- [WORK INSTRUCTION]:
Give back, exactly and with nothing added, the lines that run from the one containing "Trace all roads" to the final line below.

- [INPUT RECORDS]:

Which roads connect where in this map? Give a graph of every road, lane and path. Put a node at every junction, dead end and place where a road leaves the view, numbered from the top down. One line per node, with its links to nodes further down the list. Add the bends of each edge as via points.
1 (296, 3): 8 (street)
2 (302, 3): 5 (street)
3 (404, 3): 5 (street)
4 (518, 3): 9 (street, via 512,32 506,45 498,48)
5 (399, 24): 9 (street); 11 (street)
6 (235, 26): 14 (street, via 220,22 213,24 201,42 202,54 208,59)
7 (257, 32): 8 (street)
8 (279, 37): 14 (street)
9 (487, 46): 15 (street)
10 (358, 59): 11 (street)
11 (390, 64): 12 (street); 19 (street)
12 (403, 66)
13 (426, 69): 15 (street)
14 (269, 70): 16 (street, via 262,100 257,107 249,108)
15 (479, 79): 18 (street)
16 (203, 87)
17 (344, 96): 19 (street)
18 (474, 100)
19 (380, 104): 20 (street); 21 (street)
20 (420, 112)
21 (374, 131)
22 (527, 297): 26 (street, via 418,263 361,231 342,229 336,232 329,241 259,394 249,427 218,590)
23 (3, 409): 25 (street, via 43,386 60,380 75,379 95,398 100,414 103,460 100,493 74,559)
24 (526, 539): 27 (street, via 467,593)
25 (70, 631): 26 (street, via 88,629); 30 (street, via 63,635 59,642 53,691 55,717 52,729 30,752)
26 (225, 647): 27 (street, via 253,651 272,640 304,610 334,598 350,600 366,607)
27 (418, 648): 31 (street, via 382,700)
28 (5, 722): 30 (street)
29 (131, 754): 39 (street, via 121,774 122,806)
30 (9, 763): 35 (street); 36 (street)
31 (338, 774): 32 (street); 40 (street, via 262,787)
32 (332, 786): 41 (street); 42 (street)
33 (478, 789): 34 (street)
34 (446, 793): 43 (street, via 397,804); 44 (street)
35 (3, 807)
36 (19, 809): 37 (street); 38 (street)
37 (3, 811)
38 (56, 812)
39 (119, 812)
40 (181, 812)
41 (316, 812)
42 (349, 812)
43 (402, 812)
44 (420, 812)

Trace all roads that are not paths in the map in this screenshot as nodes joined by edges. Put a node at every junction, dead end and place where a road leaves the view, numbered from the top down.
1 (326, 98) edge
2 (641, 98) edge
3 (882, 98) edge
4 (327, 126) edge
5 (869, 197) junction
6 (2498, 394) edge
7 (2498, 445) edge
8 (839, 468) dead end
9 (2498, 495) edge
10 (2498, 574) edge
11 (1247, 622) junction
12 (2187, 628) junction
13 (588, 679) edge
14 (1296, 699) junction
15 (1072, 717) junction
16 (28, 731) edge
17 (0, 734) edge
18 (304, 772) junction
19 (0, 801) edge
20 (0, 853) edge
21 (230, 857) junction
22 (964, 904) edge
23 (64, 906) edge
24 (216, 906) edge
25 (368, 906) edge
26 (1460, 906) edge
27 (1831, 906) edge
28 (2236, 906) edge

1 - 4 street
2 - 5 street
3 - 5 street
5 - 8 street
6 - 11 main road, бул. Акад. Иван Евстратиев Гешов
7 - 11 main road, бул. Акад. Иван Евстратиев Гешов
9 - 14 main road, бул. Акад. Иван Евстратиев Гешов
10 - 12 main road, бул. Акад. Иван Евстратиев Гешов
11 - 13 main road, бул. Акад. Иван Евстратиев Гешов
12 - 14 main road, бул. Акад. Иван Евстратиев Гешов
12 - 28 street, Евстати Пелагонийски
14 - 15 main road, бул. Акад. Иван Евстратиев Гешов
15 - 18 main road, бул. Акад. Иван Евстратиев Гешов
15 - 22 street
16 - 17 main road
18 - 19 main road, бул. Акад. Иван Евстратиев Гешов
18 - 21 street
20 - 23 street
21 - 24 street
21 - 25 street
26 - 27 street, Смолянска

- [WRITTEN SOLUTION]:
Trace all roads that are not paths in the map in this screenshot as nodes joined by edges. Put a node at every junction, dead end and place where a road leaves the view, numbered from the top down.
1 (326, 98) edge
2 (641, 98) edge
3 (882, 98) edge
4 (327, 126) edge
5 (869, 197) junction
6 (2498, 394) edge
7 (2498, 445) edge
8 (839, 468) dead end
9 (2498, 495) edge
10 (2498, 574) edge
11 (1247, 622) junction
12 (2187, 628) junction
13 (588, 679) edge
14 (1296, 699) junction
15 (1072, 717) junction
16 (28, 731) edge
17 (0, 734) edge
18 (304, 772) junction
19 (0, 801) edge
20 (0, 853) edge
21 (230, 857) junction
22 (964, 904) edge
23 (64, 906) edge
24 (216, 906) edge
25 (368, 906) edge
26 (1460, 906) edge
27 (1831, 906) edge
28 (2236, 906) edge

1 - 4 street
2 - 5 street
3 - 5 street
5 - 8 street
6 - 11 main road, бул. Акад. Иван Евстратиев Гешов
7 - 11 main road, бул. Акад. Иван Евстратиев Гешов
9 - 14 main road, бул. Акад. Иван Евстратиев Гешов
10 - 12 main road, бул. Акад. Иван Евстратиев Гешов
11 - 13 main road, бул. Акад. Иван Евстратиев Гешов
12 - 14 main road, бул. Акад. Иван Евстратиев Гешов
12 - 28 street, Евстати Пелагонийски
14 - 15 main road, бул. Акад. Иван Евстратиев Гешов
15 - 18 main road, бул. Акад. Иван Евстратиев Гешов
15 - 22 street
16 - 17 main road
18 - 19 main road, бул. Акад. Иван Евстратиев Гешов
18 - 21 street
20 - 23 street
21 - 24 street
21 - 25 street
26 - 27 street, Смолянска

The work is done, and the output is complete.